Exercise directions:
Scan the entries below, and for each line that includes the word "Виноградная", make a copy.

Excerpted records:
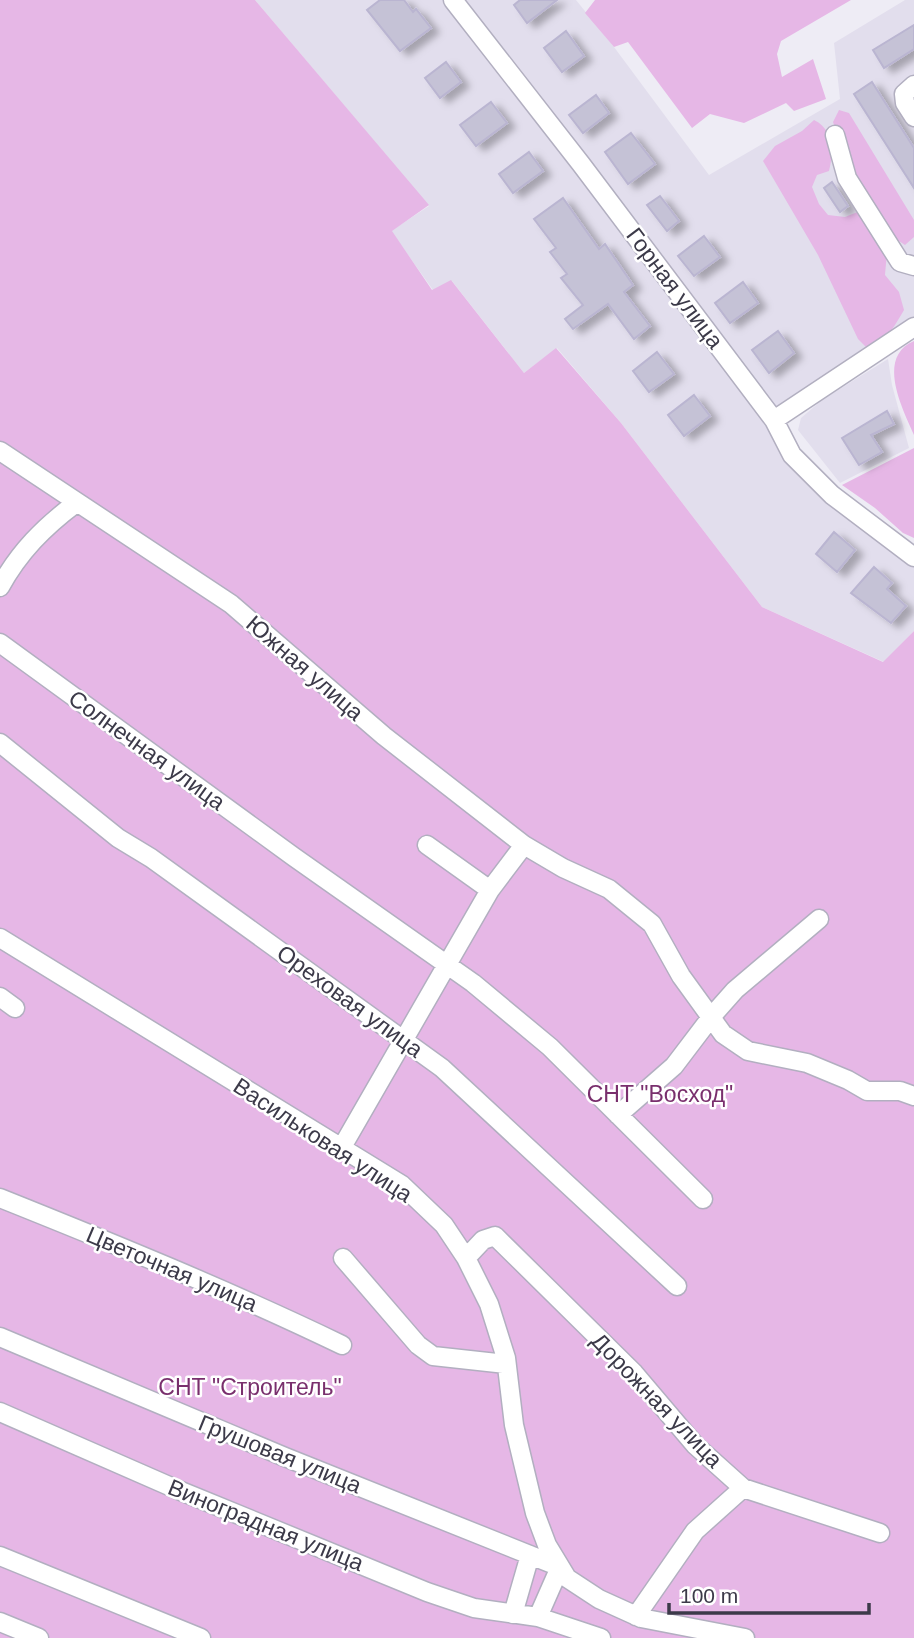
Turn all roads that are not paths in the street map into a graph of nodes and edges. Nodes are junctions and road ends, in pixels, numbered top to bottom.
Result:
1 (453, 0) edge
2 (914, 85) edge
3 (914, 117) edge
4 (835, 135) dead end
5 (914, 266) edge
6 (914, 327) edge
7 (775, 420) junction
8 (0, 451) edge
9 (76, 503) junction
10 (914, 557) edge
11 (0, 587) edge
12 (0, 643) edge
13 (0, 743) edge
14 (427, 845) dead end
15 (524, 845) junction
16 (490, 890) junction
17 (819, 919) dead end
18 (0, 938) edge
19 (447, 963) junction
20 (0, 997) edge
21 (15, 1008) dead end
22 (712, 1016) junction
23 (405, 1040) junction
24 (914, 1096) edge
25 (618, 1115) junction
26 (342, 1147) junction
27 (0, 1198) edge
28 (703, 1199) dead end
29 (343, 1258) dead end
30 (466, 1258) junction
31 (677, 1286) dead end
32 (0, 1338) edge
33 (342, 1345) dead end
34 (506, 1364) junction
35 (0, 1412) edge
36 (743, 1488) junction
37 (880, 1534) dead end
38 (530, 1555) junction
39 (0, 1556) edge
40 (560, 1567) junction
41 (513, 1614) junction
42 (636, 1616) junction
43 (538, 1617) junction
44 (0, 1622) edge
45 (39, 1638) edge
46 (201, 1638) edge
47 (601, 1638) edge
48 (745, 1638) edge

1 - 7 street, Горная улица
2 - 3 street
4 - 5 street
6 - 7 street
7 - 10 street, Горная улица
8 - 9 street, Южная улица
9 - 11 street
9 - 15 street, Южная улица
12 - 19 street, Солнечная улица
13 - 23 street, Ореховая улица
14 - 16 street
15 - 16 street
15 - 22 street, Южная улица
16 - 19 street
17 - 22 street
18 - 26 street, Васильковая улица
19 - 23 street
19 - 25 street, Солнечная улица
20 - 21 street
22 - 24 street, Южная улица
22 - 25 street
23 - 26 street
23 - 31 street, Ореховая улица
25 - 28 street, Солнечная улица
26 - 30 street, Васильковая улица
27 - 33 street, Цветочная улица
29 - 34 street
30 - 34 street, Васильковая улица
30 - 36 street, Дорожная улица
32 - 38 street, Грушовая улица
34 - 40 street, Васильковая улица
35 - 41 street, Виноградная улица
36 - 37 street, Дорожная улица
36 - 42 street
38 - 40 street, Грушовая улица
38 - 41 street
39 - 46 street
40 - 42 street, Васильковая улица
40 - 43 street
41 - 43 street, Виноградная улица
42 - 48 street, Васильковая улица
43 - 47 street
44 - 45 street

Task output:
35 - 41 street, Виноградная улица
41 - 43 street, Виноградная улица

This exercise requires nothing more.